Victoria Villarruel no pudo convencer a los partidos provinciales y se trata el DNU
Como anticipó Letra P, tras la presión de la Casa Rosada, la vicepresidenta les pidió posponer el debate, pero no aceptaron. Tensión por el comunicado de Milei.
La reunión fue en el despacho de la vicepresidenta, quien sugirió "posponer" el decretazo. Insistieron para sostener su tratamiento la rionegrina Mónica Silva y el correntino Carlos Espínola, presidente de Unidad Federal. En la UCR hubo diversas posiciones y Unión por la Patria fue el bloque que siempre pidió llevar el DNU al recinto. El PRO fue el único monolítico aliado del oficialismo.
En LLA negociarán hasta último minuto, pero admiten que no tienen los votos para avalar el decretazo, que perderá vigencia sólo si es rechazado por ambas Cámaras.
En los últimos dos meses, la vicepresidenta resistió la presión de la oposición para tratar el decretazo. Ignoró tres pedidos de sesión de Unión por la Patria, con el argumento de que el reglamento del Senado le permite definir cuando abrir el recinto.
En la Casa Rosada buscaron aprovechar el envión que le dio haber logrado frustrar la sesión sobre movilidad jubilatoria -con apoyo clave de los gobernadores- para intentar sostener el DNU. Villarruel recibió una fuerte presión para excluir el expediente del temario. Como la sesión ya estaba convocada, esa decisión sólo podía tomarse por consenso de una mayoría de las fuerzas políticas. Sólo aceptó el PRO.
En esos momentos, la vicepresidenta era hostigada en las redes sociales, donde hasta se viralizaron supuestos tuits favoriteados por el presidente con fuertes agresiones hacia su vice. No alcanzó para que ella convenciera a los bloques chicos de cambiar el temario de la sesión. Una opción que se barajó en LLA fue debatir el decretazo y demorar la votación, pero al cierre de esta nota no había una mayoría que la aceptara.
Números complicados
Desde su publicación, el 21 de diciembre, el decretazo no tiene respaldo en el Senado y nadie dijo haber cambiado de opinión. Unión por la Patria cuenta con 33 miembros, sólo cuatro menos que el cuórum. Sus voceros aseguran que habrá un rechazo unánime, pese a los gestos a la Rosada del gobernador de Santiago del Estero, Gerardo Zamora, quien dejó sus bancas vacías cuando se eligieron autoridades. La otra sospecha es la tucumana Sandra Mendoza, cercana al gobernador Osvaldo Jaldo, aliado al Gobierno.

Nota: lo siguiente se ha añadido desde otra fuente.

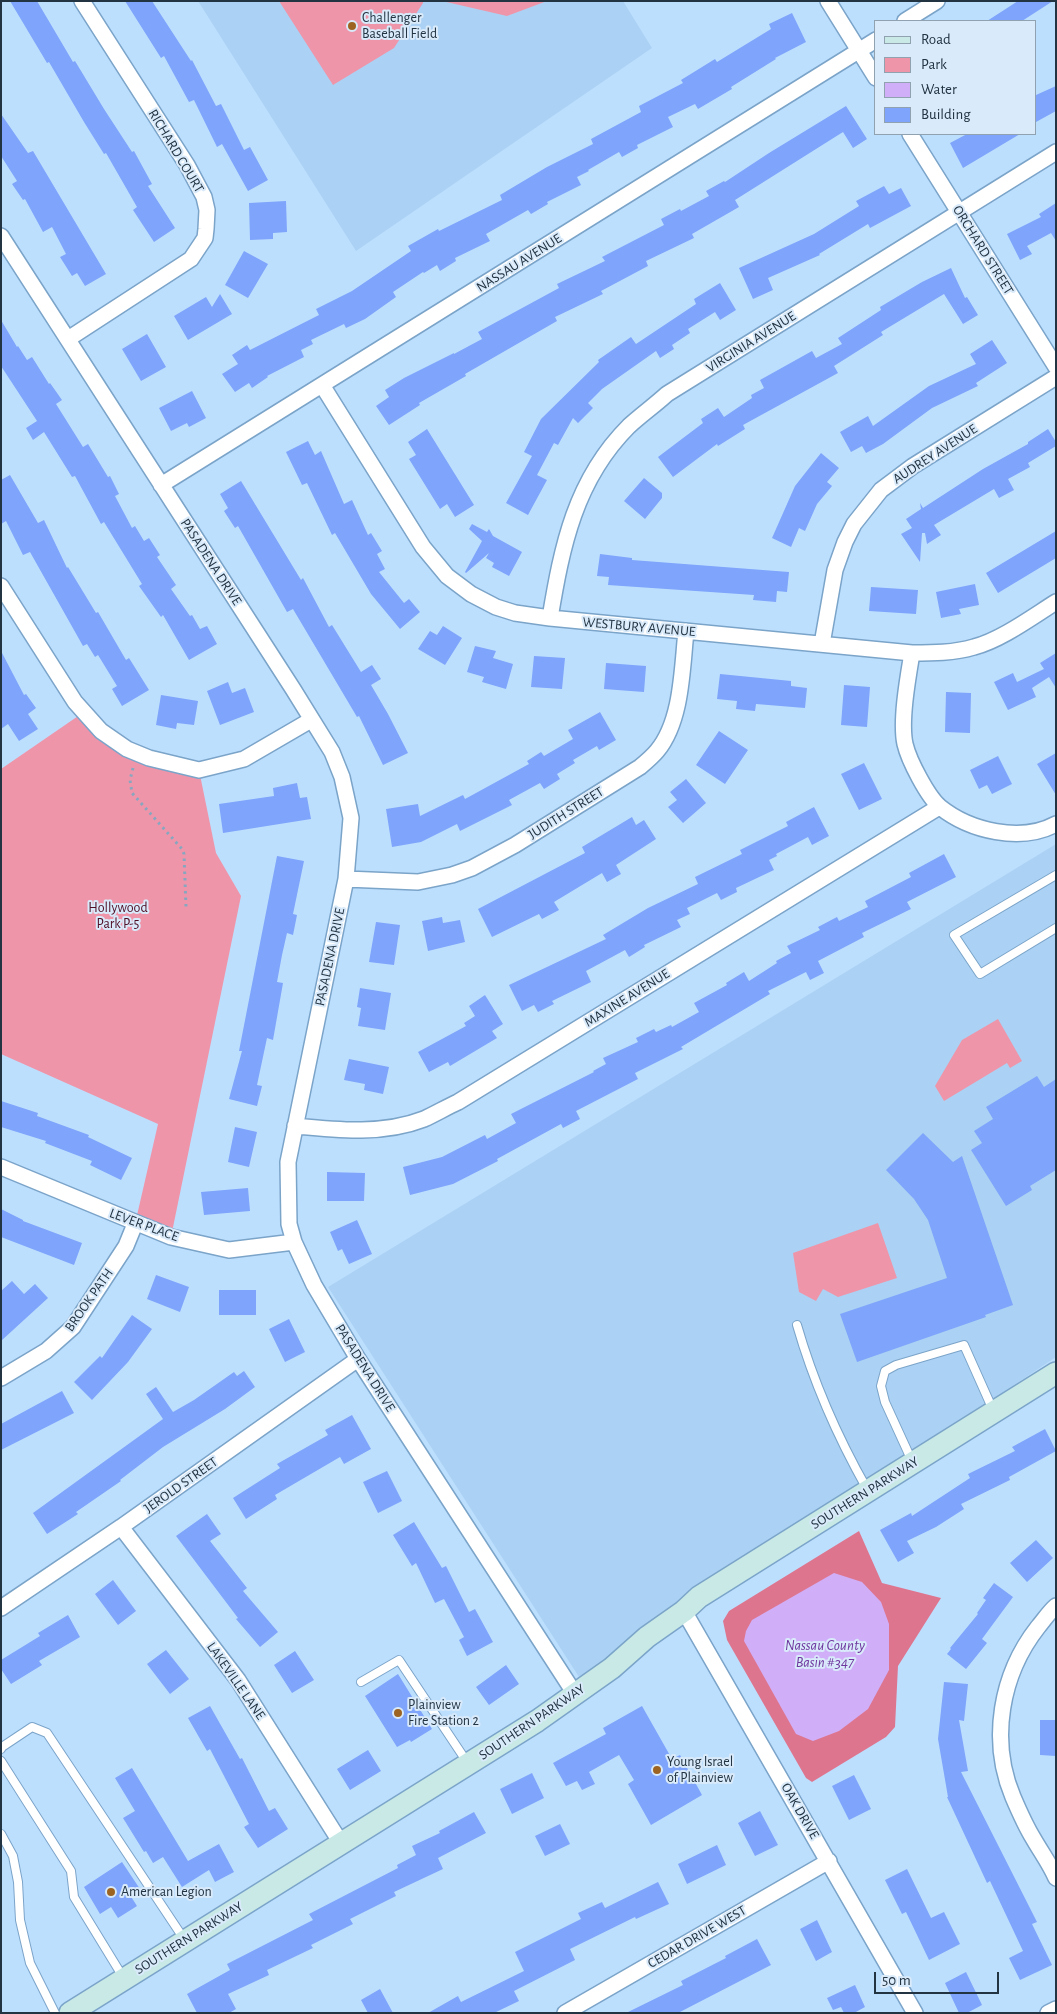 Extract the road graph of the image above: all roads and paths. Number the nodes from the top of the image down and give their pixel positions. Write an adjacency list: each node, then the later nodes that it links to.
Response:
1 (82, 1): 12 (street, RICHARD COURT)
2 (828, 1): 6 (street)
3 (937, 1): 4 (street)
4 (907, 20)
5 (874, 41): 6 (street, NASSAU AVENUE)
6 (858, 50): 7 (street); 15 (street, NASSAU AVENUE)
7 (874, 75)
8 (911, 135): 10 (street, ORCHARD STREET)
9 (1056, 152): 10 (street, VIRGINIA AVENUE)
10 (959, 212): 13 (street, ORCHARD STREET); 19 (street, VIRGINIA AVENUE)
11 (1, 236): 12 (street, PASADENA DRIVE)
12 (68, 339): 16 (street, PASADENA DRIVE)
13 (1056, 367)
14 (1056, 377): 21 (street, AUDREY AVENUE)
15 (322, 385): 16 (street, NASSAU AVENUE); 19 (street, WESTBURY AVENUE)
16 (161, 485): 23 (street, PASADENA DRIVE)
17 (1, 586): 24 (street)
18 (1056, 602): 22 (street, WESTBURY AVENUE)
19 (550, 618): 20 (street, WESTBURY AVENUE)
20 (686, 631): 21 (street, WESTBURY AVENUE); 28 (street, JUDITH STREET)
21 (822, 644): 22 (street, WESTBURY AVENUE)
22 (912, 653): 25 (street)
23 (311, 720): 24 (street); 28 (street, PASADENA DRIVE)
24 (138, 753): 29 (path)
25 (939, 806): 26 (street); 31 (street, MAXINE AVENUE)
26 (1056, 824)
27 (1056, 875): 30 (lane)
28 (346, 880): 31 (street, PASADENA DRIVE)
29 (186, 907)
30 (1056, 928)
31 (295, 1126): 34 (street, PASADENA DRIVE)
32 (1, 1167): 33 (street, LEVER PLACE)
33 (135, 1224): 34 (street, LEVER PLACE); 38 (street, BROOK PATH)
34 (294, 1242): 36 (street, PASADENA DRIVE)
35 (797, 1325): 41 (lane)
36 (358, 1359): 42 (street, JEROLD STREET); 47 (street, PASADENA DRIVE)
37 (1056, 1373): 39 (street, SOUTHERN PARKWAY)
38 (1, 1378)
39 (989, 1415): 40 (street, SOUTHERN PARKWAY); 40 (lane)
40 (912, 1463): 41 (street, SOUTHERN PARKWAY)
41 (868, 1491): 45 (street, SOUTHERN PARKWAY)
42 (121, 1527): 44 (street, JEROLD STREET); 52 (street, LAKEVILLE LANE)
43 (1056, 1606): 54 (street)
44 (1, 1608)
45 (684, 1610): 47 (street, SOUTHERN PARKWAY); 53 (street, OAK DRIVE)
46 (361, 1682): 50 (lane)
47 (575, 1694): 50 (street, SOUTHERN PARKWAY)
48 (1, 1749): 55 (lane)
49 (1, 1761): 56 (lane)
50 (468, 1764): 52 (street, SOUTHERN PARKWAY)
51 (1, 1834): 59 (lane)
52 (341, 1843): 55 (street, SOUTHERN PARKWAY)
53 (828, 1861): 60 (street, CEDAR DRIVE WEST); 61 (street, OAK DRIVE)
54 (1054, 1868)
55 (186, 1940): 56 (street, SOUTHERN PARKWAY)
56 (124, 1979): 58 (street, SOUTHERN PARKWAY)
57 (1056, 2009): 62 (street)
58 (78, 2011)
59 (55, 2013)
60 (565, 2013)
61 (915, 2013)
62 (1048, 2013) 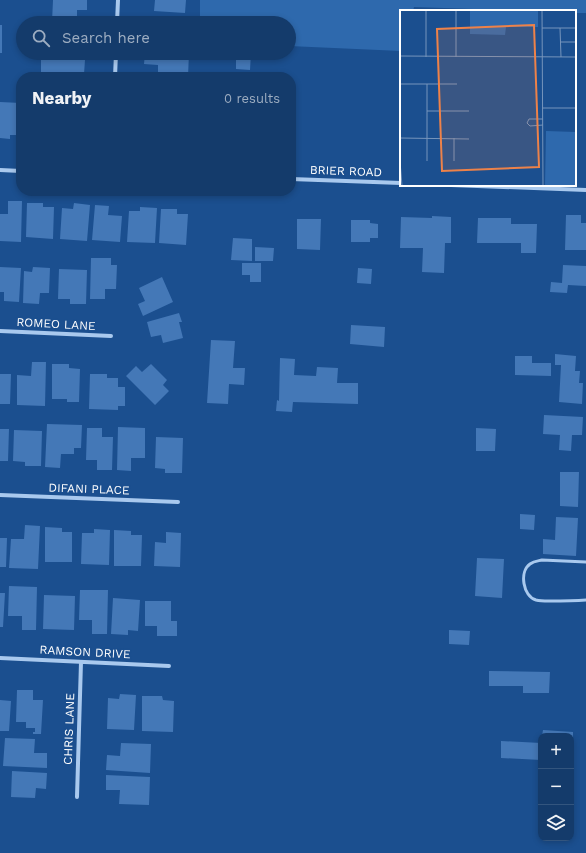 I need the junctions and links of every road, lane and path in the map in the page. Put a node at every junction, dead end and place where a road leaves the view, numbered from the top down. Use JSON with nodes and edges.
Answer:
{"nodes":[{"id":1,"x":118,"y":0,"type":"edge"},
{"id":2,"x":117,"y":16,"type":"edge"},
{"id":3,"x":116,"y":60,"type":"edge"},
{"id":4,"x":115,"y":72,"type":"edge"},
{"id":5,"x":0,"y":170,"type":"edge"},
{"id":6,"x":16,"y":171,"type":"edge"},
{"id":7,"x":296,"y":179,"type":"edge"},
{"id":8,"x":400,"y":183,"type":"edge"},
{"id":9,"x":478,"y":186,"type":"edge"},
{"id":10,"x":586,"y":190,"type":"edge"},
{"id":11,"x":0,"y":331,"type":"edge"},
{"id":12,"x":111,"y":336,"type":"dead end"},
{"id":13,"x":0,"y":495,"type":"edge"},
{"id":14,"x":178,"y":502,"type":"dead end"},
{"id":15,"x":586,"y":562,"type":"edge"},
{"id":16,"x":586,"y":600,"type":"edge"},
{"id":17,"x":0,"y":658,"type":"edge"},
{"id":18,"x":81,"y":662,"type":"junction"},
{"id":19,"x":169,"y":666,"type":"dead end"},
{"id":20,"x":77,"y":797,"type":"dead end"}],
"edges":[{"from":1,"to":2,"type":"street"},
{"from":3,"to":4,"type":"street"},
{"from":5,"to":6,"type":"street"},
{"from":7,"to":8,"type":"street","name":"BRIER ROAD"},
{"from":9,"to":10,"type":"street"},
{"from":11,"to":12,"type":"street","name":"ROMEO LANE"},
{"from":13,"to":14,"type":"street","name":"DIFANI PLACE"},
{"from":15,"to":16,"type":"lane"},
{"from":17,"to":18,"type":"street","name":"RAMSON DRIVE"},
{"from":18,"to":19,"type":"street","name":"RAMSON DRIVE"},
{"from":18,"to":20,"type":"street","name":"CHRIS LANE"}]}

También se expresaron en contra del decretazo la rionegrina Silva, la dupla santacruceña José Carambia y Natalia Gadano; la neuquina Lucila Crexell, el entrerriano Edgardo Kueider y Espínola, quienes comparten Unidad Federal con la cordobesa Alejandra Vigo.
La embestida de la UCR contra Milei la lideró MartínLousteau, quien hasta se habría reunido con partidos provinciales para contar los votos en contra, según informaron a Letra P fuentes del Senado.